EXERCISE REQUIREMENTS - From the records below, copy the lines that include "numbered".

"""

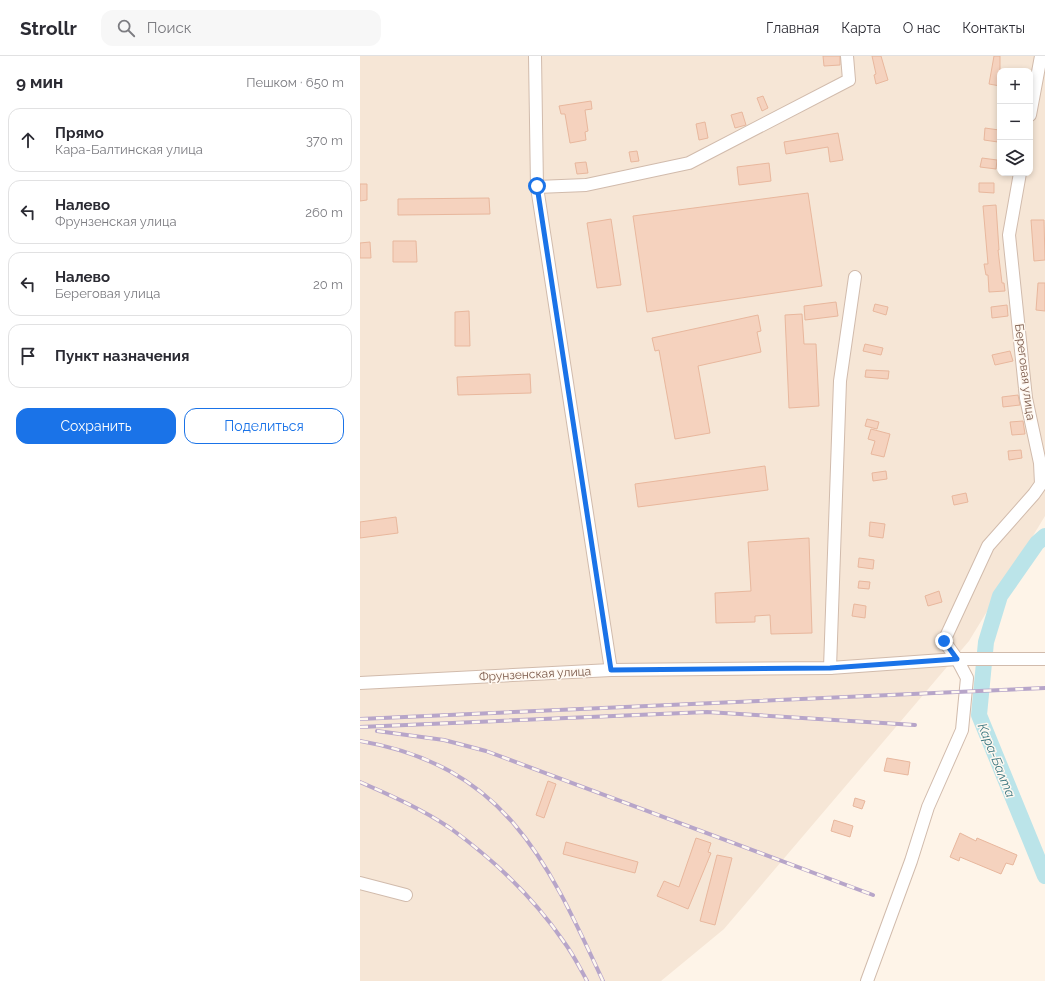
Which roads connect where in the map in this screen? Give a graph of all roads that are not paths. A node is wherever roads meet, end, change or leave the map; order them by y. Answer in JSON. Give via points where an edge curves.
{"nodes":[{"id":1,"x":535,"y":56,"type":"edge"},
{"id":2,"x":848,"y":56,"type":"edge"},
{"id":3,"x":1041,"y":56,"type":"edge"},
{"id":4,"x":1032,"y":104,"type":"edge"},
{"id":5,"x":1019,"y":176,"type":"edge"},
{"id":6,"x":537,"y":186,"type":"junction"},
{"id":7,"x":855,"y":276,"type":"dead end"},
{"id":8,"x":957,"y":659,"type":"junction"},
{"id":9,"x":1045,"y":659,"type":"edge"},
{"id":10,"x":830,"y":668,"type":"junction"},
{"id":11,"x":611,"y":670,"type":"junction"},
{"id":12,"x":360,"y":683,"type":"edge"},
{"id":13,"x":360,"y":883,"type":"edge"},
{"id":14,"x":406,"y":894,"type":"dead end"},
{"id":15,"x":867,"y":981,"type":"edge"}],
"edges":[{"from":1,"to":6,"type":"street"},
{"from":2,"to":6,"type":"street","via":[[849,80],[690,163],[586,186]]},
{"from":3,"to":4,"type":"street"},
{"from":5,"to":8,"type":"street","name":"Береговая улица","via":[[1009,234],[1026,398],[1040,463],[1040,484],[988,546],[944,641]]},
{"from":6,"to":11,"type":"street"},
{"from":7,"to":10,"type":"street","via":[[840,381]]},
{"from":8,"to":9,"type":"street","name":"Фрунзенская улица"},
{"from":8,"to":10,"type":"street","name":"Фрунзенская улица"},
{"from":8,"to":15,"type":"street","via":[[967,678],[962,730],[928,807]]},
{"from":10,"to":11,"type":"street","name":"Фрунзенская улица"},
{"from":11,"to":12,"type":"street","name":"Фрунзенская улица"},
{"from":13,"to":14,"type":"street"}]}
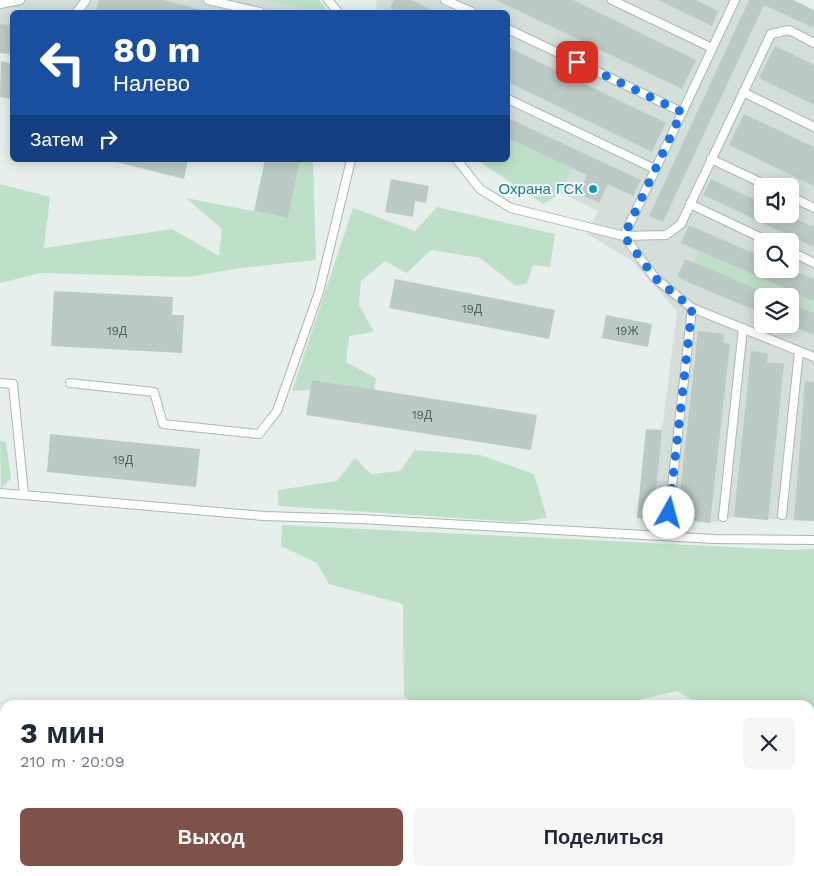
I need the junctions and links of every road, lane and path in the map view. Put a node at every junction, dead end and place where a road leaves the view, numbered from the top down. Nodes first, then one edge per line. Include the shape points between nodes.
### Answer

"""
"""

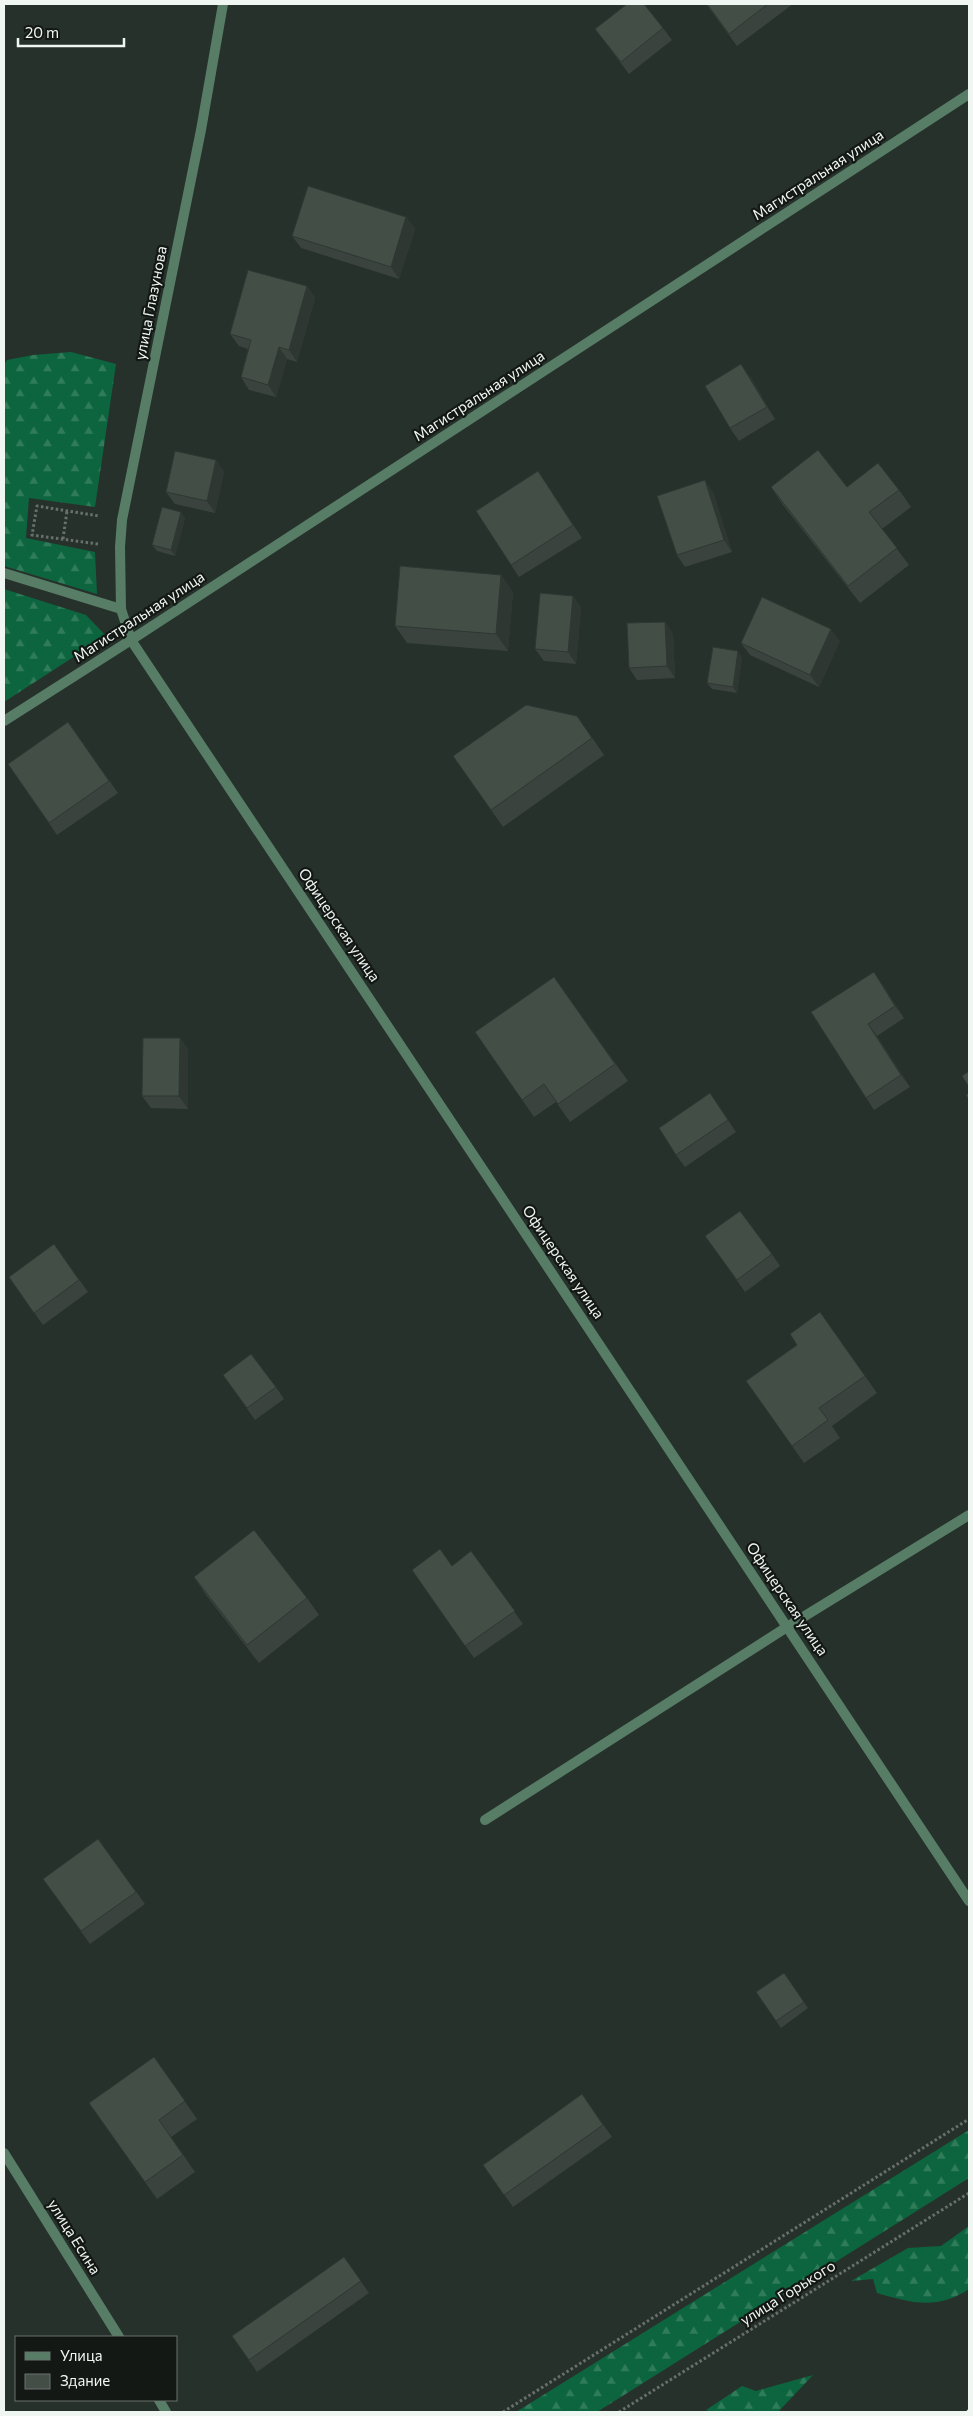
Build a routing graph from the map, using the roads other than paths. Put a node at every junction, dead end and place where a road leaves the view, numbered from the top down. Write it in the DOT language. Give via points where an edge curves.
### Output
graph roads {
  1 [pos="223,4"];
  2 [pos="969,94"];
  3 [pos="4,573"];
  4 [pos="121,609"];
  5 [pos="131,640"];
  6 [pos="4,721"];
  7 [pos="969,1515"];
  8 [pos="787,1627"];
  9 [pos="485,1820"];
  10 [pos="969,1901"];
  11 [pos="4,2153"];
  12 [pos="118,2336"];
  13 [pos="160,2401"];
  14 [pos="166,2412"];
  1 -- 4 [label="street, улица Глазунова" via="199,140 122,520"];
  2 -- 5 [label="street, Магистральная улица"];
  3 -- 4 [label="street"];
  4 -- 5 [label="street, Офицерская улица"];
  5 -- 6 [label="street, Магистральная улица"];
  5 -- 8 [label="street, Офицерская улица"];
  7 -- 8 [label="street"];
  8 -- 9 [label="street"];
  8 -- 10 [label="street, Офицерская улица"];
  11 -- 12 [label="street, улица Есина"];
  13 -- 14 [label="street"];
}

"""

WRITTEN SOLUTION -
I need the junctions and links of every road, lane and path in the map view. Put a node at every junction, dead end and place where a road leaves the view, numbered from the top down. Nodes first, then one edge per line. Include the shape points between nodes.
Build a routing graph from the map, using the roads other than paths. Put a node at every junction, dead end and place where a road leaves the view, numbered from the top down. Write it in the DOT language. Give via points where an edge curves.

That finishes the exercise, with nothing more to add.